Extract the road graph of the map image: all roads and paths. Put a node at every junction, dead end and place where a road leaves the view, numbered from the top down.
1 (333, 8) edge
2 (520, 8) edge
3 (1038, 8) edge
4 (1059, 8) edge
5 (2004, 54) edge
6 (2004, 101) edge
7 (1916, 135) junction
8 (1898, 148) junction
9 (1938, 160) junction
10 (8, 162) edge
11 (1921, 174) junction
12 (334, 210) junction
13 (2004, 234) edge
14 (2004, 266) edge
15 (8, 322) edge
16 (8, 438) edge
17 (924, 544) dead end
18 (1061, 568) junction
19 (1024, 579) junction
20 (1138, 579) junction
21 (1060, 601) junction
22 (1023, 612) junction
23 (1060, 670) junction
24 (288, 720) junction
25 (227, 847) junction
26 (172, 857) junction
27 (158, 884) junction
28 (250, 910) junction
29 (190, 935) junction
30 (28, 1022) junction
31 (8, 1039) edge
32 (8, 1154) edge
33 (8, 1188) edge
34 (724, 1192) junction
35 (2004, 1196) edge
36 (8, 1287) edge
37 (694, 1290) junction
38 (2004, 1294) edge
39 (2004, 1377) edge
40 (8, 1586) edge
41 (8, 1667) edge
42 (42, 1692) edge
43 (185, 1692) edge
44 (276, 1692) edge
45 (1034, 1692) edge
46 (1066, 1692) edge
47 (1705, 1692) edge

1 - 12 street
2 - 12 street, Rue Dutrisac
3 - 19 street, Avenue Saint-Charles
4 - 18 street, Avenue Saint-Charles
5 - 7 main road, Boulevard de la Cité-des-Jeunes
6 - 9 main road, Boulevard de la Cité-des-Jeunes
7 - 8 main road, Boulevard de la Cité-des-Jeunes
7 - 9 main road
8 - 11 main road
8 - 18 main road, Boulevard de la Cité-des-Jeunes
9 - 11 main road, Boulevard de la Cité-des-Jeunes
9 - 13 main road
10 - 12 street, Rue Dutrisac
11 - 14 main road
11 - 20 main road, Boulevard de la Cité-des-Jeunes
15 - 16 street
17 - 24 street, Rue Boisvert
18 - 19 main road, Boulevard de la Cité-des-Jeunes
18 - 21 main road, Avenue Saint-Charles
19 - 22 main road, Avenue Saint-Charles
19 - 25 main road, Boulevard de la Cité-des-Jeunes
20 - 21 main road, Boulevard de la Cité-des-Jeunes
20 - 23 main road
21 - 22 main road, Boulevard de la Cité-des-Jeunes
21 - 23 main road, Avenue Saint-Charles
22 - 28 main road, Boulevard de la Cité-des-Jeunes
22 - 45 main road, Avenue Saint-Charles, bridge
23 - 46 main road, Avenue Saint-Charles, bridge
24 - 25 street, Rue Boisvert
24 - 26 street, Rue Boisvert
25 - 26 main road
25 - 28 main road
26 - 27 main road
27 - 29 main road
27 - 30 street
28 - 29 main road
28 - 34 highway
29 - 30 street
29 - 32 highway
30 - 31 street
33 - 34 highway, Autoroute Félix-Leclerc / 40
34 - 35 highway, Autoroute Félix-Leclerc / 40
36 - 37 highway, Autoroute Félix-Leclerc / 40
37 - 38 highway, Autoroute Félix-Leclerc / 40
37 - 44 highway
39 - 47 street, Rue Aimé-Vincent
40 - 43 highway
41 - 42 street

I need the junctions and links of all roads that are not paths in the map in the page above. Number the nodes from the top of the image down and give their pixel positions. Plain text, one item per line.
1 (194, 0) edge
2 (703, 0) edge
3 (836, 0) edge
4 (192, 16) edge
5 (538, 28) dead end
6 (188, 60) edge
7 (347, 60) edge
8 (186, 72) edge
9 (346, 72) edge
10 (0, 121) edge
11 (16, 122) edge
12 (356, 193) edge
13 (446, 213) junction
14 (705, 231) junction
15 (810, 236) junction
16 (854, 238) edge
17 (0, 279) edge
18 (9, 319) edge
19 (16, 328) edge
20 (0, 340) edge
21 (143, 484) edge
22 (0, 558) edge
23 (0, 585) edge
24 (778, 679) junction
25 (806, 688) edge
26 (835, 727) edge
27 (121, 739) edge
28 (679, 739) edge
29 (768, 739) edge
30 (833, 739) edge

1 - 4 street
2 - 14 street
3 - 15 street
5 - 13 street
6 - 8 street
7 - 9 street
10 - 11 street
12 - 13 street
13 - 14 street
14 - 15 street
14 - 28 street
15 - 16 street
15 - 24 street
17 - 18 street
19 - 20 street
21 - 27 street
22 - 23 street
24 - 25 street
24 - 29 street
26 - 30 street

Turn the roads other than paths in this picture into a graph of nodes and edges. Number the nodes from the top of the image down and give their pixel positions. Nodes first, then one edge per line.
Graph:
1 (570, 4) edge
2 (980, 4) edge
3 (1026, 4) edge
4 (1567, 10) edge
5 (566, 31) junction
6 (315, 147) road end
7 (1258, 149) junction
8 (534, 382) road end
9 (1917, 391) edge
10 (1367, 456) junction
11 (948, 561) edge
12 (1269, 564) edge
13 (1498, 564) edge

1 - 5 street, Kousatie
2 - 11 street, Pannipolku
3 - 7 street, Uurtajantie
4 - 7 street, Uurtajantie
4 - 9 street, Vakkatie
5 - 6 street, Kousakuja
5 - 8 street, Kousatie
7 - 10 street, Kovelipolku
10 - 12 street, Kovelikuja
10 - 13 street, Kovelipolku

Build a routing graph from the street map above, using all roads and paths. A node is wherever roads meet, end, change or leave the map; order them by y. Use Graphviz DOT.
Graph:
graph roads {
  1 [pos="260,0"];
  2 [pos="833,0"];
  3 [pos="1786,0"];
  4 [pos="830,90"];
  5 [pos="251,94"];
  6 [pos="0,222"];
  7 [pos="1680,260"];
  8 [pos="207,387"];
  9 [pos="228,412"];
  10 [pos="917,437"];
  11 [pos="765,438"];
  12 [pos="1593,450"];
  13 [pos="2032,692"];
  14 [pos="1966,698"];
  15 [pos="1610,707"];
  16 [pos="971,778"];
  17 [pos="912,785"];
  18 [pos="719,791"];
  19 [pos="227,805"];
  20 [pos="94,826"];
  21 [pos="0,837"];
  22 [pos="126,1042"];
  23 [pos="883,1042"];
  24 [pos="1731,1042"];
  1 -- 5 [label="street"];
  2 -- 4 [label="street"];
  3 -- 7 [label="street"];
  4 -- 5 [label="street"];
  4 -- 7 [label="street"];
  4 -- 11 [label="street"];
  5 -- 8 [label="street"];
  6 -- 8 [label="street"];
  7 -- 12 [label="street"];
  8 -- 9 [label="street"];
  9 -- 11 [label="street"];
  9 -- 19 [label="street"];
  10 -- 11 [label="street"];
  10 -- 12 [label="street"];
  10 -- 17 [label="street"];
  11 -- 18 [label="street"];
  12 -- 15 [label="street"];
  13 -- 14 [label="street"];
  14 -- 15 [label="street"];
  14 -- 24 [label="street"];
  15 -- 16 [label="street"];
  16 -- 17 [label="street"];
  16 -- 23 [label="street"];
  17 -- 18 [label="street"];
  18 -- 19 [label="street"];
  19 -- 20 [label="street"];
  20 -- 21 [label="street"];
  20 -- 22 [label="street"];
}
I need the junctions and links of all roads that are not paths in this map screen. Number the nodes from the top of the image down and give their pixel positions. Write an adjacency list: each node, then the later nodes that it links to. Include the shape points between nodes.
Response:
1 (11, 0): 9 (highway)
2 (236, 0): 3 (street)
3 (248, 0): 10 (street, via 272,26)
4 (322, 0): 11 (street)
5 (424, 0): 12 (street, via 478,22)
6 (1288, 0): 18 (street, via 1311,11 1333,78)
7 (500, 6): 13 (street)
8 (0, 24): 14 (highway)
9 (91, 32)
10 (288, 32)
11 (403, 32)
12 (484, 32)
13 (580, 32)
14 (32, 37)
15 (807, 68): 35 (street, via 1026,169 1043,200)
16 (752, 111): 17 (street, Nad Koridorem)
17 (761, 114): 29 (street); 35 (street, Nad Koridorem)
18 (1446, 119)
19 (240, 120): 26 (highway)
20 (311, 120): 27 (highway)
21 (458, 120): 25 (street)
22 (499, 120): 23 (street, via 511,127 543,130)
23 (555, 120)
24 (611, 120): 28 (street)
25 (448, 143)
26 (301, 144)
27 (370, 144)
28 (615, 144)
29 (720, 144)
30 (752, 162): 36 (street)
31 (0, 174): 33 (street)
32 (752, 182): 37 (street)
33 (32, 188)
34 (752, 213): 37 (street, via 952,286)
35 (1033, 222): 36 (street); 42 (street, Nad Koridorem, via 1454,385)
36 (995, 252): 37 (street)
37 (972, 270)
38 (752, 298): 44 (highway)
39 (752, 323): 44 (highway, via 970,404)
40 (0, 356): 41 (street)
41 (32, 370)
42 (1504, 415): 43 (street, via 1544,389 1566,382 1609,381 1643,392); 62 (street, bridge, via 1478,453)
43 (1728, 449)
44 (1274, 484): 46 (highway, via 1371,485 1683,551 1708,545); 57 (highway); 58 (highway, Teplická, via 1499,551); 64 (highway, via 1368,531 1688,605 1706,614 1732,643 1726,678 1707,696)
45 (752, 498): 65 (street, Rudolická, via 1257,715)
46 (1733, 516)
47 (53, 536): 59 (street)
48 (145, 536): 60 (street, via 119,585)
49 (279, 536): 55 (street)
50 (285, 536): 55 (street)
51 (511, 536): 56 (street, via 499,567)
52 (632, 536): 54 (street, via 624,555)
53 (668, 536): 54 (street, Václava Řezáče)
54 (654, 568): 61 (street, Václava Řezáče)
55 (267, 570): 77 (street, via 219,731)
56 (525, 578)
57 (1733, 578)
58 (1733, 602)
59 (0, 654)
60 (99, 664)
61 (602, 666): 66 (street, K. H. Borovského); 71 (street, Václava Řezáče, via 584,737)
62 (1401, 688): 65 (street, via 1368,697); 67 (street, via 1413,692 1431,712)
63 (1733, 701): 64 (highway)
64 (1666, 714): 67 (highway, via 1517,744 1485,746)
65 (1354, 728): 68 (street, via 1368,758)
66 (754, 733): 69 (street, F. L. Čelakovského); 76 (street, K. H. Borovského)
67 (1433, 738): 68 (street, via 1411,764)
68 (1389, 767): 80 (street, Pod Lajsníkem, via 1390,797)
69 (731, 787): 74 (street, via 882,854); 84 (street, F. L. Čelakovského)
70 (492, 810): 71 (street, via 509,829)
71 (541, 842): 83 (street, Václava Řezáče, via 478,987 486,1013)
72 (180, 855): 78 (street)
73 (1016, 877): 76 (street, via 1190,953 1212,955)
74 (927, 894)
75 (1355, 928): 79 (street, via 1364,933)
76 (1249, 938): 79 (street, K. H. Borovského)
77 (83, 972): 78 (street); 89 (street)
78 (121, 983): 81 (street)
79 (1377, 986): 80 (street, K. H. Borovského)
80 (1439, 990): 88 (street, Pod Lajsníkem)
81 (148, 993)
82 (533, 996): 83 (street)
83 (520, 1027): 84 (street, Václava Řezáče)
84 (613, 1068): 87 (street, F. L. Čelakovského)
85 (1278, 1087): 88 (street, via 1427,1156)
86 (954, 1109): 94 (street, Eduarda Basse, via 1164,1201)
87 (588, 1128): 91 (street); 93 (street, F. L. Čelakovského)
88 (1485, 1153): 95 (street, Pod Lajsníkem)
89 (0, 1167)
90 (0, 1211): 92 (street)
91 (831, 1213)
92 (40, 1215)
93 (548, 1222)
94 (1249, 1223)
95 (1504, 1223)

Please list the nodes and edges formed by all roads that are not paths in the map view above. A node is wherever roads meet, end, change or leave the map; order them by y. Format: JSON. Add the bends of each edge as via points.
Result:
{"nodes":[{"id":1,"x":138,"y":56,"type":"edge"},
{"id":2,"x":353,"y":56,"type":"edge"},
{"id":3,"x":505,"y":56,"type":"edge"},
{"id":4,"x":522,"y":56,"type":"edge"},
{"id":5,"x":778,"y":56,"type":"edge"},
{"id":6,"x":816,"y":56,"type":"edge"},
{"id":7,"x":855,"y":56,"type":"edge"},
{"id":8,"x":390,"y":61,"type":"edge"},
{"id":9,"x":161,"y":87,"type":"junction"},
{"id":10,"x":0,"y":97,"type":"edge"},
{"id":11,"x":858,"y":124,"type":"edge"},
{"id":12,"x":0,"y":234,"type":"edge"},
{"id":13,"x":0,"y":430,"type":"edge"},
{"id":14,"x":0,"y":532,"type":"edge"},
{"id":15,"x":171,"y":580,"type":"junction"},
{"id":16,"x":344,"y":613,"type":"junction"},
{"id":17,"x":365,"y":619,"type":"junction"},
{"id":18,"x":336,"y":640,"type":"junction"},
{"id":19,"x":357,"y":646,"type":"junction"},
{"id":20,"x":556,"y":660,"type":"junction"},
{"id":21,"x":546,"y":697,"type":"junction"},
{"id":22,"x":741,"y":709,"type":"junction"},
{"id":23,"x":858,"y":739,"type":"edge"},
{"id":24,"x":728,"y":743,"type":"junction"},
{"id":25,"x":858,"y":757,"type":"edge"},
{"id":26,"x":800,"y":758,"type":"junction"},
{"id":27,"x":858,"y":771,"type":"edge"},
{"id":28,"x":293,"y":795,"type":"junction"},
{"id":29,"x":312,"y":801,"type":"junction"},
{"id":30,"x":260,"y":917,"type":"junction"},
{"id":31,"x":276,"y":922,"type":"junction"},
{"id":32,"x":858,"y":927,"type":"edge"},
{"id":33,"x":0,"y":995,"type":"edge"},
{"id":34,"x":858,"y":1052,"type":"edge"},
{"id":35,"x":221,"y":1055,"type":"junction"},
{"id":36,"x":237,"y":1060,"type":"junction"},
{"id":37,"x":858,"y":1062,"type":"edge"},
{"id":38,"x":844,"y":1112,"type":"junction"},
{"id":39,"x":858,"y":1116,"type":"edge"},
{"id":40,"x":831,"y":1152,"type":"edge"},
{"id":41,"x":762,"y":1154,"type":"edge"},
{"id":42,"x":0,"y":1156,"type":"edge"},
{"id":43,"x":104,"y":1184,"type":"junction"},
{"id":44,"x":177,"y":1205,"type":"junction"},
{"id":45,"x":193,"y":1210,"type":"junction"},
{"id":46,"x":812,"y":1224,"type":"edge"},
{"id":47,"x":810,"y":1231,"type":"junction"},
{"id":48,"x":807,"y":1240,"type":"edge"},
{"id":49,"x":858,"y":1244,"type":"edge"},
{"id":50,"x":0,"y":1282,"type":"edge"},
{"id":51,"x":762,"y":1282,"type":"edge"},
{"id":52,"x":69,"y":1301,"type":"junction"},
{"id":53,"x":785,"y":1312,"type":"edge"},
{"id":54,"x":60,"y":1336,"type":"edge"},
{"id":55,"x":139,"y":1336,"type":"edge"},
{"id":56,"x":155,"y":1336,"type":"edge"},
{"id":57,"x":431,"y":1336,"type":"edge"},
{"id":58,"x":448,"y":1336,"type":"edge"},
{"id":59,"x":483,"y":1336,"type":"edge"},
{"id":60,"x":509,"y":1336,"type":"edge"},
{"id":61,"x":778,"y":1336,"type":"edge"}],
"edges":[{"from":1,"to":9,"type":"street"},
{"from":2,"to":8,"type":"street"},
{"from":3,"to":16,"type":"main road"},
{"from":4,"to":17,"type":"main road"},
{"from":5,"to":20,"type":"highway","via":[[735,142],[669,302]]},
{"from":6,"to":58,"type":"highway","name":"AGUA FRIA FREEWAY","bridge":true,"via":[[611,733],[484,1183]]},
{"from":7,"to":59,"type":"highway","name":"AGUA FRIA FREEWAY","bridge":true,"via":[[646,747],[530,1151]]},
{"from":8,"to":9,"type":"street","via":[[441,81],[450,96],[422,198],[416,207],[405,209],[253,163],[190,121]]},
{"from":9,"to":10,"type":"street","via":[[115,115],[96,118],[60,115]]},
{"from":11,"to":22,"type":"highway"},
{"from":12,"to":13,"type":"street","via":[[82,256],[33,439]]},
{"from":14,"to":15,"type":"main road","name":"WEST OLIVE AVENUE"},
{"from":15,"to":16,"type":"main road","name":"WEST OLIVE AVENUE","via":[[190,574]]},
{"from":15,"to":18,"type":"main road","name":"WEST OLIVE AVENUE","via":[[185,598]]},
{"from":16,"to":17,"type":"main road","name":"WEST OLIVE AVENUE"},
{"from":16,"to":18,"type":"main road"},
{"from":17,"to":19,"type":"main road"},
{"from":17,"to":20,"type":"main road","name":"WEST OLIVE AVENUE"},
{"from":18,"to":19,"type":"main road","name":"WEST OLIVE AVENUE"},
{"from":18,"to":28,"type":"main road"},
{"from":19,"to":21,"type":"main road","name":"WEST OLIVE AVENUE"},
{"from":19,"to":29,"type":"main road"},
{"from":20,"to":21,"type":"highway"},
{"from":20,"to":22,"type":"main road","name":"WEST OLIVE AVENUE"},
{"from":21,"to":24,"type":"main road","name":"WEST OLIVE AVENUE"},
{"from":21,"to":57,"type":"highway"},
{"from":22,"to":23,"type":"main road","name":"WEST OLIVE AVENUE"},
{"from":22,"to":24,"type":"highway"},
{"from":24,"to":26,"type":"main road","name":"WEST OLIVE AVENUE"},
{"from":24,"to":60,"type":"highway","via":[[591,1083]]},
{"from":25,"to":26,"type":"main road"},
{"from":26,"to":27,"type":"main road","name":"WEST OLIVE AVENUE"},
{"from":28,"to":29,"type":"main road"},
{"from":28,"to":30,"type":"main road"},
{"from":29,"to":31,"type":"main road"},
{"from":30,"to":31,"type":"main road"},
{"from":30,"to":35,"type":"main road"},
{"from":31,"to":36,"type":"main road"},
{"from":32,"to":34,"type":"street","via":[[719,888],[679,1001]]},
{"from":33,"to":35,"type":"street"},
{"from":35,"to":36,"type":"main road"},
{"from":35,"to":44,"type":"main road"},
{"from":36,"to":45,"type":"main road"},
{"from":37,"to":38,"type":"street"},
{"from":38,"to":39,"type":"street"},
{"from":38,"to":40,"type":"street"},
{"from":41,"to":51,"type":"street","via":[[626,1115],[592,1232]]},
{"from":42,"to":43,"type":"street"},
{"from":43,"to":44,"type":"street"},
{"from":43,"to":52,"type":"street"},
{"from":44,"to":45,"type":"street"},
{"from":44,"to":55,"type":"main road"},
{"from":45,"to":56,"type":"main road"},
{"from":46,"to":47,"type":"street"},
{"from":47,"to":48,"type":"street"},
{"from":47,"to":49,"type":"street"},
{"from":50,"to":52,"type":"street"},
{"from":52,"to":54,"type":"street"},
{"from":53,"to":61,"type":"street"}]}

■ ■ ■ ■

__Problem to work on__. Where a line in the entries holds "Autoroute", copy that line.

__Result below__.
33 - 34 highway, Autoroute Félix-Leclerc / 40
34 - 35 highway, Autoroute Félix-Leclerc / 40
36 - 37 highway, Autoroute Félix-Leclerc / 40
37 - 38 highway, Autoroute Félix-Leclerc / 40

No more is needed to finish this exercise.